WoolProducers Australia (WPA) has welcomed a move by the Australian Wool Innovation (AWI) board to abandon plans to call an extraordinary general meeting (EGM) to resolve issues surrounding its review of performance.
The EGM, originally slated for March, was to be an assembly for discussion on five recommendations relating to the board’s make-up, identified in the Ernst-Young review of AWI performance and governance last year.
But according to an AWI spokesperson, a mid-March date was only mooted at the AGM in late November - a date the board had been working to only - but since the AGM the company had engaged with stakeholder groups and the meeting was no longer needed.
"Since the AGM the board of AWI has been proactively consulting with woolgrower representative groups on the recommendations in the Review of Performance that affect the company’s constitution," the AWI spokesperson said.
"It is the board’s intention to negotiate a best outcome for the wool industry and its shareholders.
"The board is very pleased with the positive and outcome-focused collaboration between industry representatives.
"The consultation process has been extremely productive and has been entered with a spirit of goodwill by all parties."
However, the spokesperson said if required the board will set a date and hold the meeting, but they hope that will not be necessary and that they will secure the unanimous support of their stakeholders.
At the Balmoral Sire Evaluation Group field day at Coleraine in western Victoria at the end of February, AWI board director Don Macdonald said that AWI and industry groups, including WPA had agreed to AWI's proposal to implement an eight-year cap term on the AWI chair position.
Mr Macdonald also said that AWI was proposing no limit on director tenure and recognised the original EY review 10-year tenure cap proposal was aimed at former chairman, Wal Merriman, who had held the post since 2008 before resigning last year.
However WPA president Ed Storey said they didn't agree with comments made from Mr Macdonald regarding no limit on director tenure.
"We believe that the recommendation about director tenure has not been addressed," Mr Storey said.
"But I wan't to be very clear that that is a small hick-up, it is not a major point of contention.
"I have every confidence that we will come up with a resolution that reflects the intent of that recommendation that is agreeable to both the AWI board and WPA."
Mr Storey said to be able to come to a compromise rather than to have to go to an EGM on the contentious issues is a far better outcome for the industry.
"To have an EGM on these issues would have prolonged the state of uncertainty," Mr Storey said.
"You need 75pc voting in favour of a resolution to change the constitution.
"It would have needed unanimous support from the AWI board, WPA and from all the other groups to even have a hope in hell of getting close.
"If it didn't, and it got to somewhere around 50pc, the mess continues and the board doesn't have to change the constitution."
Mr Storey said the negotiations between the industry stakeholders and AWI had been a positive development for the future of the industry.

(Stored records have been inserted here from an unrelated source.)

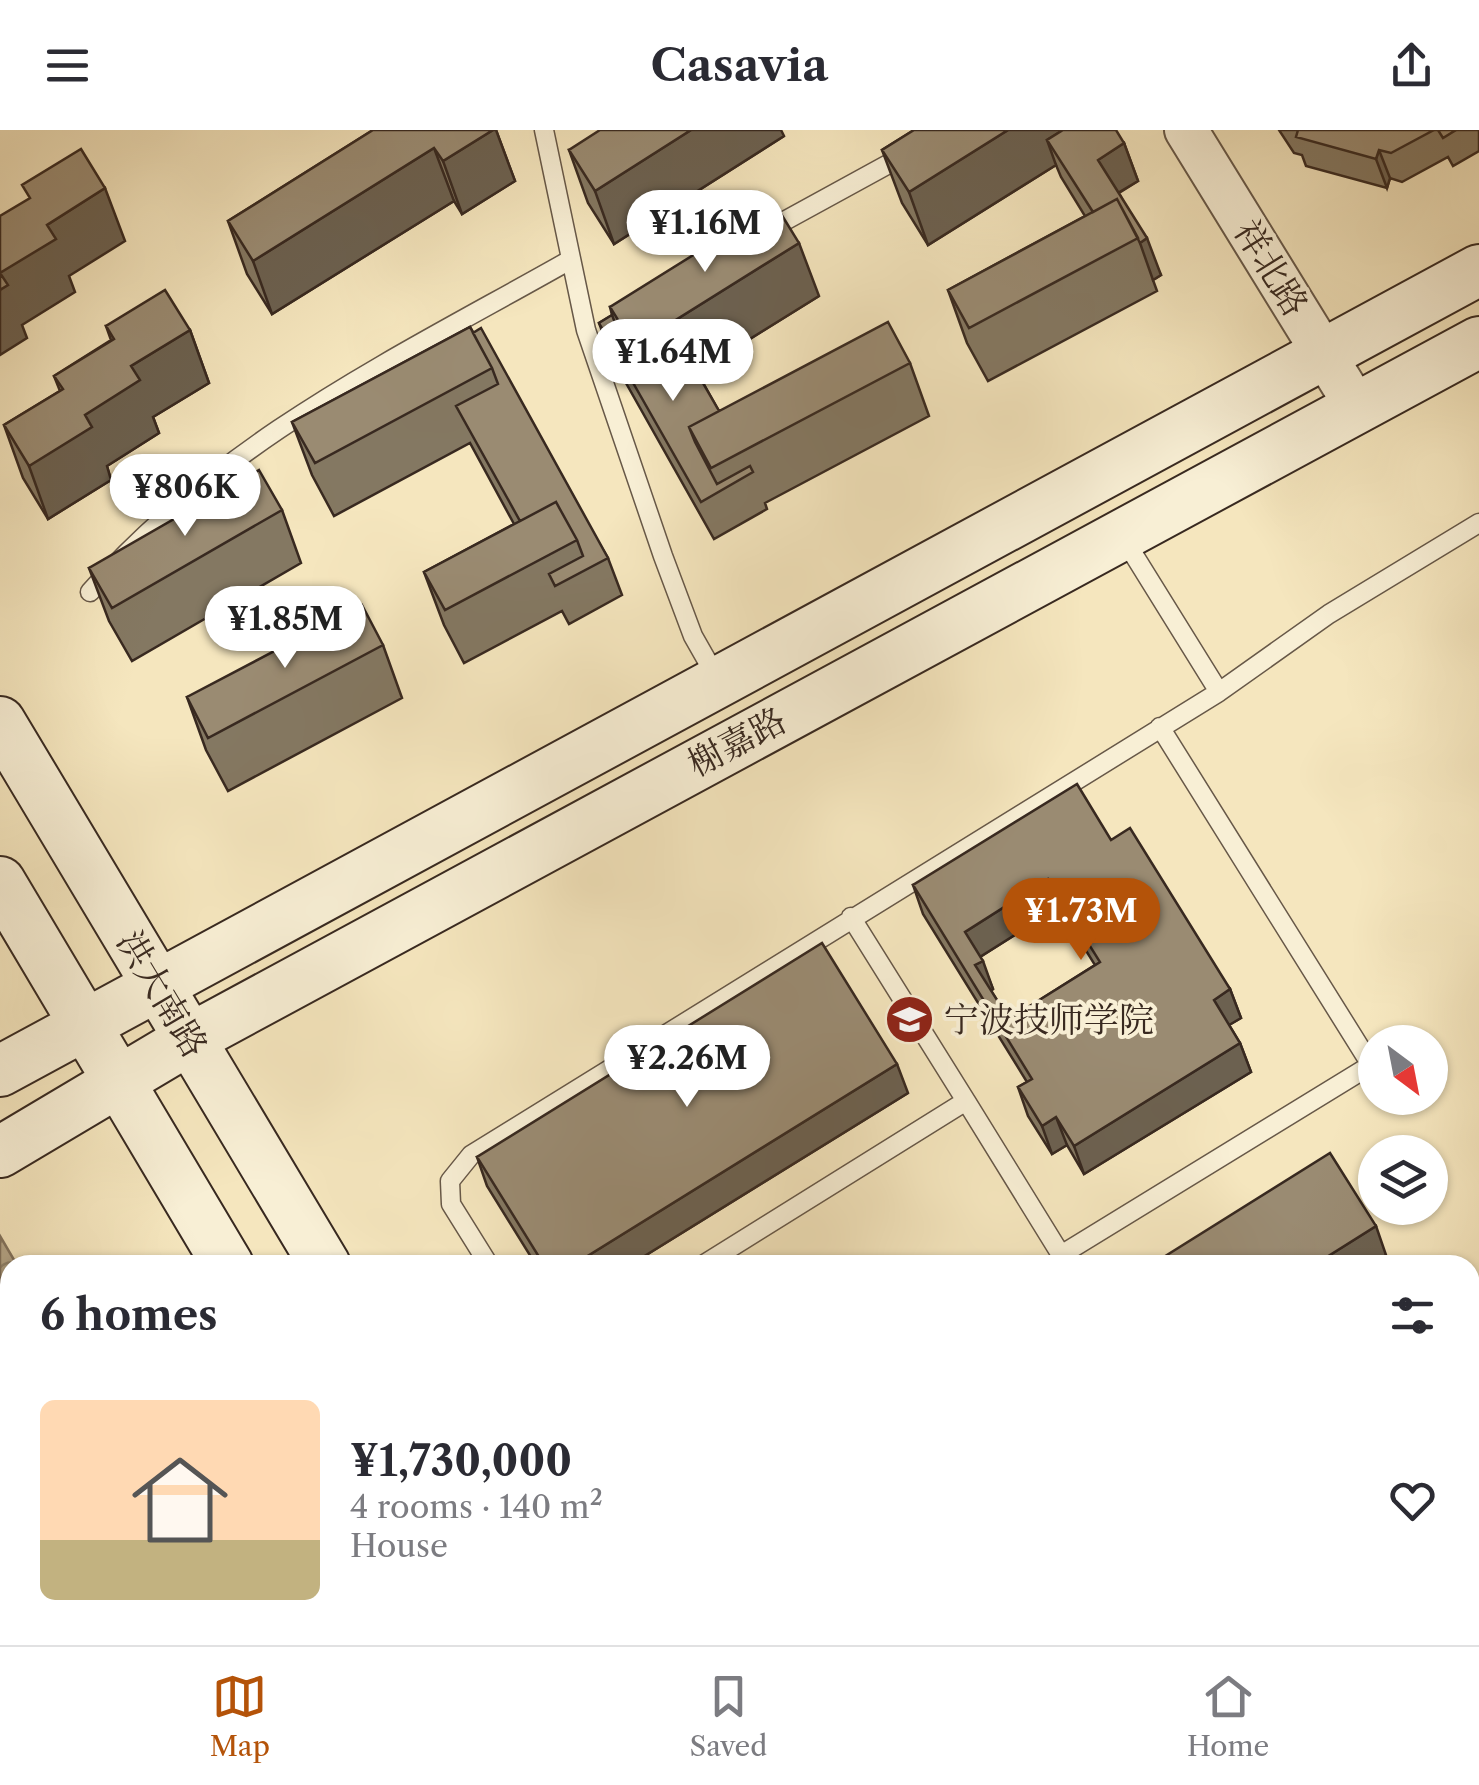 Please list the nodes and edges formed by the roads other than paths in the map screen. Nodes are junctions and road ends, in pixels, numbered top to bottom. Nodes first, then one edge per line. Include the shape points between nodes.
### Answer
1 (544, 130) edge
2 (1186, 130) edge
3 (915, 149) edge
4 (742, 244) edge
5 (570, 260) junction
6 (1479, 270) edge
7 (603, 321) edge
8 (586, 330) junction
9 (1479, 342) edge
10 (1324, 354) junction
11 (1356, 406) junction
12 (1479, 522) edge
13 (1120, 534) junction
14 (90, 592) edge
15 (718, 680) junction
16 (1220, 692) junction
17 (0, 722) edge
18 (1160, 727) junction
19 (0, 882) edge
20 (850, 917) junction
21 (156, 983) junction
22 (86, 1024) junction
23 (190, 1039) junction
24 (0, 1071) edge
25 (121, 1080) junction
26 (966, 1101) junction
27 (1, 1152) edge
28 (222, 1255) edge
29 (319, 1255) edge
30 (482, 1255) edge
31 (720, 1255) edge
32 (1061, 1255) edge
33 (1072, 1255) edge

1 - 5 lane
2 - 10 street, 祥北路
3 - 4 lane
5 - 8 lane
5 - 14 lane via 286,421 216,470 132,544
6 - 10 main road, 榭嘉路
7 - 8 lane
8 - 15 lane via 693,636
9 - 11 main road, 榭嘉路
10 - 11 street, 祥北路
10 - 15 main road, 榭嘉路
11 - 13 main road, 榭嘉路
12 - 16 lane via 1329,614
13 - 16 lane
13 - 23 main road, 榭嘉路
15 - 21 main road, 榭嘉路
16 - 18 lane
17 - 21 main road, 洪大南路
18 - 20 lane
18 - 33 lane via 1371,1065
19 - 22 main road
20 - 26 lane
20 - 30 lane via 471,1155 450,1181 451,1204
21 - 22 main road, 榭嘉路
21 - 23 main road, 洪大南路
22 - 24 main road, 榭嘉路
22 - 25 main road
23 - 25 main road, 榭嘉路
23 - 29 main road, 洪大南路
25 - 27 main road, 榭嘉路
25 - 28 main road
26 - 31 lane
26 - 32 lane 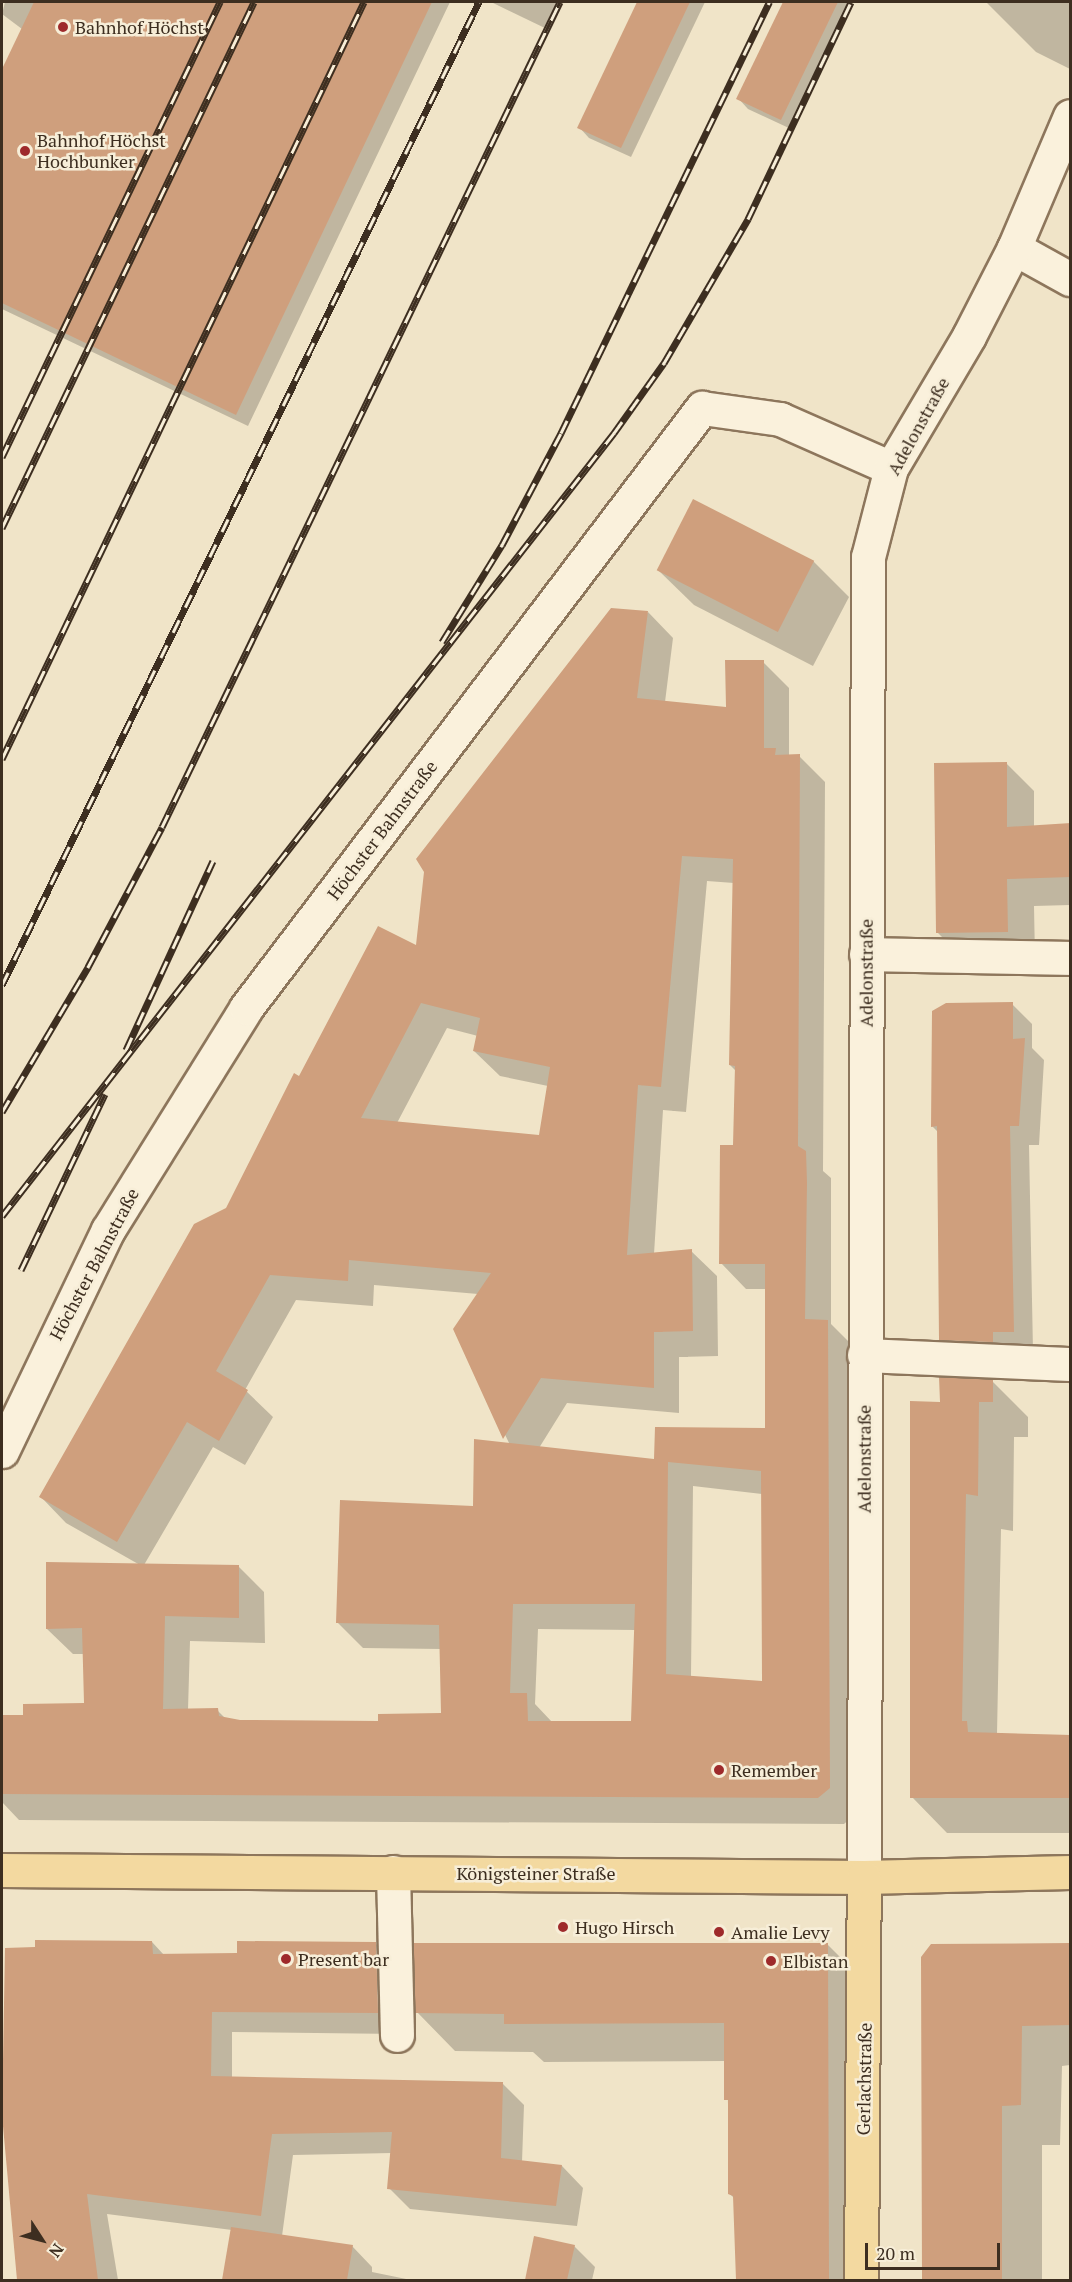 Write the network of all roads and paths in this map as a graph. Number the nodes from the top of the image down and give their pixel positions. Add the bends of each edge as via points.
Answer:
1 (1071, 116) edge
2 (1014, 248) junction
3 (1071, 279) edge
4 (891, 468) junction
5 (866, 954) junction
6 (1071, 958) edge
7 (864, 1355) junction
8 (1071, 1364) edge
9 (2, 1451) edge
10 (2, 1870) edge
11 (393, 1872) junction
12 (1071, 1872) edge
13 (864, 1877) junction
14 (397, 2035) dead end
15 (861, 2280) edge

1 - 2 street, Adelonstraße
2 - 3 street
2 - 4 street, Adelonstraße via 969,336
4 - 5 street, Adelonstraße via 868,557
4 - 9 street, Höchster Bahnstraße via 780,419 702,408 246,1008 108,1230
5 - 6 street
5 - 7 street, Adelonstraße
7 - 8 street
7 - 13 street, Adelonstraße
10 - 11 main road, Königsteiner Straße
11 - 13 main road, Königsteiner Straße
11 - 14 street
12 - 13 main road, Königsteiner Straße
13 - 15 main road, Gerlachstraße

"We have had good, frank discussions with AWI and on most of the contentious issues WPA and AWI have reached a compromised position," Mr Storey said.
"We are focused on getting an outcome that brings stability to the industry.
"There were issues in the report that needed addressing and we believe, apart from one, have been addressed."
To have an EGM on these issues would have prolonged the state of uncertainty
AWI and the woolgrower bodies had also been negotiating over the review recommendations on the declaration of AGM proxies held by the chair, the structure of the board nomination committee and definition of director independence.
AWI are scheduled to hold a board meeting this week, where it is hoped any remaining issues will be resolved.
It is also expected that the make-up of a new look woolgrower Industry Consultative Committee (ICC) structure will be formalised.